Exercise requirements: Find the lines holding the string "where" in the data, then copy all of them.

Saved data entries
================================
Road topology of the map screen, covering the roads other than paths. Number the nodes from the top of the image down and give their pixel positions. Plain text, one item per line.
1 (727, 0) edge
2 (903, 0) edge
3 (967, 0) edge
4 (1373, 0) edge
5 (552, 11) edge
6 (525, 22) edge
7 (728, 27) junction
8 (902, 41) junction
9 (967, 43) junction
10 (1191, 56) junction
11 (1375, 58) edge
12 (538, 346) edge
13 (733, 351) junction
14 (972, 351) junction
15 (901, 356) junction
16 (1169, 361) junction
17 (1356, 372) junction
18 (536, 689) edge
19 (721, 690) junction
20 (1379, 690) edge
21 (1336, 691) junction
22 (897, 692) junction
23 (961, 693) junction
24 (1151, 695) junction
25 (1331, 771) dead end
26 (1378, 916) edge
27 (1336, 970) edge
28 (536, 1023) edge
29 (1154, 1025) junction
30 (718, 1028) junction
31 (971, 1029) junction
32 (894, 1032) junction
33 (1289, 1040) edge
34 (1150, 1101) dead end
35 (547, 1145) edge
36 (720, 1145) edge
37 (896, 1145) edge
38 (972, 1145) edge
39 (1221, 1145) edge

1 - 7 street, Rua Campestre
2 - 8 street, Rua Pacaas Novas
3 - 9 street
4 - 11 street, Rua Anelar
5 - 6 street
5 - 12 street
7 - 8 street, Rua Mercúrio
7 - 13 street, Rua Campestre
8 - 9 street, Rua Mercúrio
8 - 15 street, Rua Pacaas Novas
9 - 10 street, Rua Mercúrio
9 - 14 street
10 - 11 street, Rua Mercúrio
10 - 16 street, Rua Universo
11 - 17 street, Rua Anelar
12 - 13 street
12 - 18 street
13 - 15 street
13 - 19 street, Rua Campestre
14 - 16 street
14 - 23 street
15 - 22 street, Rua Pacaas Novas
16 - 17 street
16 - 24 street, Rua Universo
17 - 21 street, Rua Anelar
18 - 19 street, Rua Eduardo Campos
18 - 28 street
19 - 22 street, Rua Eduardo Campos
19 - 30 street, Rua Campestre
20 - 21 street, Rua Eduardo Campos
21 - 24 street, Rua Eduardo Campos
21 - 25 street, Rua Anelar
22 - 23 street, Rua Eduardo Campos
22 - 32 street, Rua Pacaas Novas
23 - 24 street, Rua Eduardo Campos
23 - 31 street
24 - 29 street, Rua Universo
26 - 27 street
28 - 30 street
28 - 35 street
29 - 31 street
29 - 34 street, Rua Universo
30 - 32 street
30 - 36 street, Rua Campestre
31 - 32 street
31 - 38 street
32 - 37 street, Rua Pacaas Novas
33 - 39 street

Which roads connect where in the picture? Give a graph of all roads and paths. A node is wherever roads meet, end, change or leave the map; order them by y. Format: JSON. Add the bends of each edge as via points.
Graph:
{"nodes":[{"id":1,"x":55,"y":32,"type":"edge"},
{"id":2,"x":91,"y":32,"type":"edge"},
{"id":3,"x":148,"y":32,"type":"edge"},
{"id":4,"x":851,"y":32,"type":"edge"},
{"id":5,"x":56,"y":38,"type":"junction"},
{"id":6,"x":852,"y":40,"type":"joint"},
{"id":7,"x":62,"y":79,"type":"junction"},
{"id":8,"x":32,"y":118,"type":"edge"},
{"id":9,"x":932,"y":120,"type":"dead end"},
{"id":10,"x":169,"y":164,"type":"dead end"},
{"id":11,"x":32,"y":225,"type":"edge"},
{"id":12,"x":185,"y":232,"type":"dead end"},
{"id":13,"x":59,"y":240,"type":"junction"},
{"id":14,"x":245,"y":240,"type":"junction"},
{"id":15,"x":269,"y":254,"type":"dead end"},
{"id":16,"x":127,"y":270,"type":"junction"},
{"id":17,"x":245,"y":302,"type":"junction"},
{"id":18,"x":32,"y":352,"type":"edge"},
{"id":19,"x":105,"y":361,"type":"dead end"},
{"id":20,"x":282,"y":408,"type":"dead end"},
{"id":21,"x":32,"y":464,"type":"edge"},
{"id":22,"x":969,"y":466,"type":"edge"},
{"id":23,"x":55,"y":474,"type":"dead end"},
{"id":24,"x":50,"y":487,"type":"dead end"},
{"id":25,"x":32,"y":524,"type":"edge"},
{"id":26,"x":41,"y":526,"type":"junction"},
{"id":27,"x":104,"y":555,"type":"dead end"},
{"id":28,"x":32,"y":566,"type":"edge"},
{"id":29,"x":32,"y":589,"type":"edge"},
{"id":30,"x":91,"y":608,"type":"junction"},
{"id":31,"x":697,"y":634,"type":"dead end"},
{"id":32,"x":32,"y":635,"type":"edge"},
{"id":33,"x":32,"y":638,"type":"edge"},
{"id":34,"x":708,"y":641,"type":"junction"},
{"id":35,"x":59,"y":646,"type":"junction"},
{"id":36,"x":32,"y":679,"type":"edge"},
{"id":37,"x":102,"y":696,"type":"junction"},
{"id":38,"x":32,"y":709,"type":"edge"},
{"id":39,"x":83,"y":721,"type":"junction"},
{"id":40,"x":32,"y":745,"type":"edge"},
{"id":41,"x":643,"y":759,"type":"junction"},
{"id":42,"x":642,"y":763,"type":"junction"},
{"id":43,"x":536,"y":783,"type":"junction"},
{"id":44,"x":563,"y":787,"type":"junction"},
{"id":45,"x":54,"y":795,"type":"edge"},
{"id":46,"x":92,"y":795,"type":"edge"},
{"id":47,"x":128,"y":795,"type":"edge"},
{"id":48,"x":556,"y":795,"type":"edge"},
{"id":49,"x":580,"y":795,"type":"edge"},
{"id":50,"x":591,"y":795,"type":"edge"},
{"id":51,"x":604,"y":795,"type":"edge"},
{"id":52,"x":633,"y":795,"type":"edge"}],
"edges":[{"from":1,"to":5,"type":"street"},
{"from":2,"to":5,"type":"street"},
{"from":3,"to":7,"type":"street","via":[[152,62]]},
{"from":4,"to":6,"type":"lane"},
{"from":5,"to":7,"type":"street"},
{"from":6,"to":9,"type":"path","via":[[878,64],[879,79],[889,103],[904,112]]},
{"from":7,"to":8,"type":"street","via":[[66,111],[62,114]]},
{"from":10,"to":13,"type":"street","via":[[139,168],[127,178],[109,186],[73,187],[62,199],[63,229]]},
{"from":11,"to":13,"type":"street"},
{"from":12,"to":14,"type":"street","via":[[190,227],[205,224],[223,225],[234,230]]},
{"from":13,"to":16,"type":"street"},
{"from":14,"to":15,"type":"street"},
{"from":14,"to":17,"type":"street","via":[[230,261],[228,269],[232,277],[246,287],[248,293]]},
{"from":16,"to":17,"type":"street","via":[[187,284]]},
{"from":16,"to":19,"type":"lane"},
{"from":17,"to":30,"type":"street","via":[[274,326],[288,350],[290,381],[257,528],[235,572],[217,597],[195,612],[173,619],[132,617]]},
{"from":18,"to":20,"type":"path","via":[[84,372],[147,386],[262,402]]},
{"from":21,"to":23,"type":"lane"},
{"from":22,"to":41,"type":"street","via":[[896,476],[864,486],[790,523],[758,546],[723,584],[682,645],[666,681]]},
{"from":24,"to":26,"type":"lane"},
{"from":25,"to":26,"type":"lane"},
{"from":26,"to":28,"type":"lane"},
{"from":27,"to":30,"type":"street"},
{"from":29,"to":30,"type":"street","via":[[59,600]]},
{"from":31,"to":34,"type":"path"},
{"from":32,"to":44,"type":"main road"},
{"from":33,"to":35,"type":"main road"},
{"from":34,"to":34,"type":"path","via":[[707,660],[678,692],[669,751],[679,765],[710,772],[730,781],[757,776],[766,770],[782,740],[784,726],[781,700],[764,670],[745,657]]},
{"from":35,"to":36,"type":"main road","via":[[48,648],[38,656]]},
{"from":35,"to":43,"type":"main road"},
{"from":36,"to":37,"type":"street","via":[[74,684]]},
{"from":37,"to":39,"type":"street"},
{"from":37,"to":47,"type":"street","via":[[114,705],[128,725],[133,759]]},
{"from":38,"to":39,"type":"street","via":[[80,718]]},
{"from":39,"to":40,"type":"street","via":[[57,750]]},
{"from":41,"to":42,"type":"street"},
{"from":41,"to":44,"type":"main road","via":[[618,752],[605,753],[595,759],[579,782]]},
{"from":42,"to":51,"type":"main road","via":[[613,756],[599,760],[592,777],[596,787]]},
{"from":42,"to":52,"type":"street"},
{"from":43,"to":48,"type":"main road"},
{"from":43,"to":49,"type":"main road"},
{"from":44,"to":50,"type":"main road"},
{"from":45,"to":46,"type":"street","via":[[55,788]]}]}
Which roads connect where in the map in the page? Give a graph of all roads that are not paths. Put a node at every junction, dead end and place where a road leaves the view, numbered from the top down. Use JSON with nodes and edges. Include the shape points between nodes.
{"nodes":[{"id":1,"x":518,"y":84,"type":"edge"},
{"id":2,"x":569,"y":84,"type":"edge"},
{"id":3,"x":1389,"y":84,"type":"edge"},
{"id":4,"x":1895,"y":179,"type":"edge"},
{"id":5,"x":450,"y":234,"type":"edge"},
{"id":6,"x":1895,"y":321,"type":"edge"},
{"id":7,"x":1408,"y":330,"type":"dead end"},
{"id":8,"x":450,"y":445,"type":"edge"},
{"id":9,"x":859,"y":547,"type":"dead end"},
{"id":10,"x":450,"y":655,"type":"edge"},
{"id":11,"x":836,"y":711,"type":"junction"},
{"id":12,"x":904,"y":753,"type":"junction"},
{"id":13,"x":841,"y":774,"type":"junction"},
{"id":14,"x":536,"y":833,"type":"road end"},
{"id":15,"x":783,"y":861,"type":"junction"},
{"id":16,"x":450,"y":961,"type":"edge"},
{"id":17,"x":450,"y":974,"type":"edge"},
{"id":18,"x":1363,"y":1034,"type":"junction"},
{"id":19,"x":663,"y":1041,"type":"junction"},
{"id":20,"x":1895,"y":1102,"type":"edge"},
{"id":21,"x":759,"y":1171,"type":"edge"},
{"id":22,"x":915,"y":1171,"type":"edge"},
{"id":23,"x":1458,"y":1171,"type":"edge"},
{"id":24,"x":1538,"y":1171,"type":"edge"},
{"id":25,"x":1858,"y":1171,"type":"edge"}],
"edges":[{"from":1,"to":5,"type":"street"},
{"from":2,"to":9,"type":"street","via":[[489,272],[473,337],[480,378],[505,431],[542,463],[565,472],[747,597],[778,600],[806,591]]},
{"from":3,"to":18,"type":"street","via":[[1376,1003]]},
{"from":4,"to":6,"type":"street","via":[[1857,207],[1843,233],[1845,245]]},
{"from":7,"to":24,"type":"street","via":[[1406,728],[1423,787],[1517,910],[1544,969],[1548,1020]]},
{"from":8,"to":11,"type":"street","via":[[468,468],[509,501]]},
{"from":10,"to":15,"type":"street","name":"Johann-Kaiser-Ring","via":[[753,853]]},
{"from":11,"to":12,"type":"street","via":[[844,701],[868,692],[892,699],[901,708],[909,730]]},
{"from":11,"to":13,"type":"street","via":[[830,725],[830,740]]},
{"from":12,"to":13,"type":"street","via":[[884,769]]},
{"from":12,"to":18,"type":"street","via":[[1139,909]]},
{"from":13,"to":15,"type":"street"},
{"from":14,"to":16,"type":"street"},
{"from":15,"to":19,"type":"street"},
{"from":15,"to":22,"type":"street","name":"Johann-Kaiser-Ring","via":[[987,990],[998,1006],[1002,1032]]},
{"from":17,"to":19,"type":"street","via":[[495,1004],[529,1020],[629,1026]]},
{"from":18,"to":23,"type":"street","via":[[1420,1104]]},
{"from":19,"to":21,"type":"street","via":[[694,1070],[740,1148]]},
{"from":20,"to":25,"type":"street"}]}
================================
Output:
Which roads connect where in the picture? Give a graph of all roads and paths. A node is wherever roads meet, end, change or leave the map; order them by y. Format: JSON. Add the bends of each edge as via points.
Which roads connect where in the map in the page? Give a graph of all roads that are not paths. Put a node at every junction, dead end and place where a road leaves the view, numbered from the top down. Use JSON with nodes and edges. Include the shape points between nodes.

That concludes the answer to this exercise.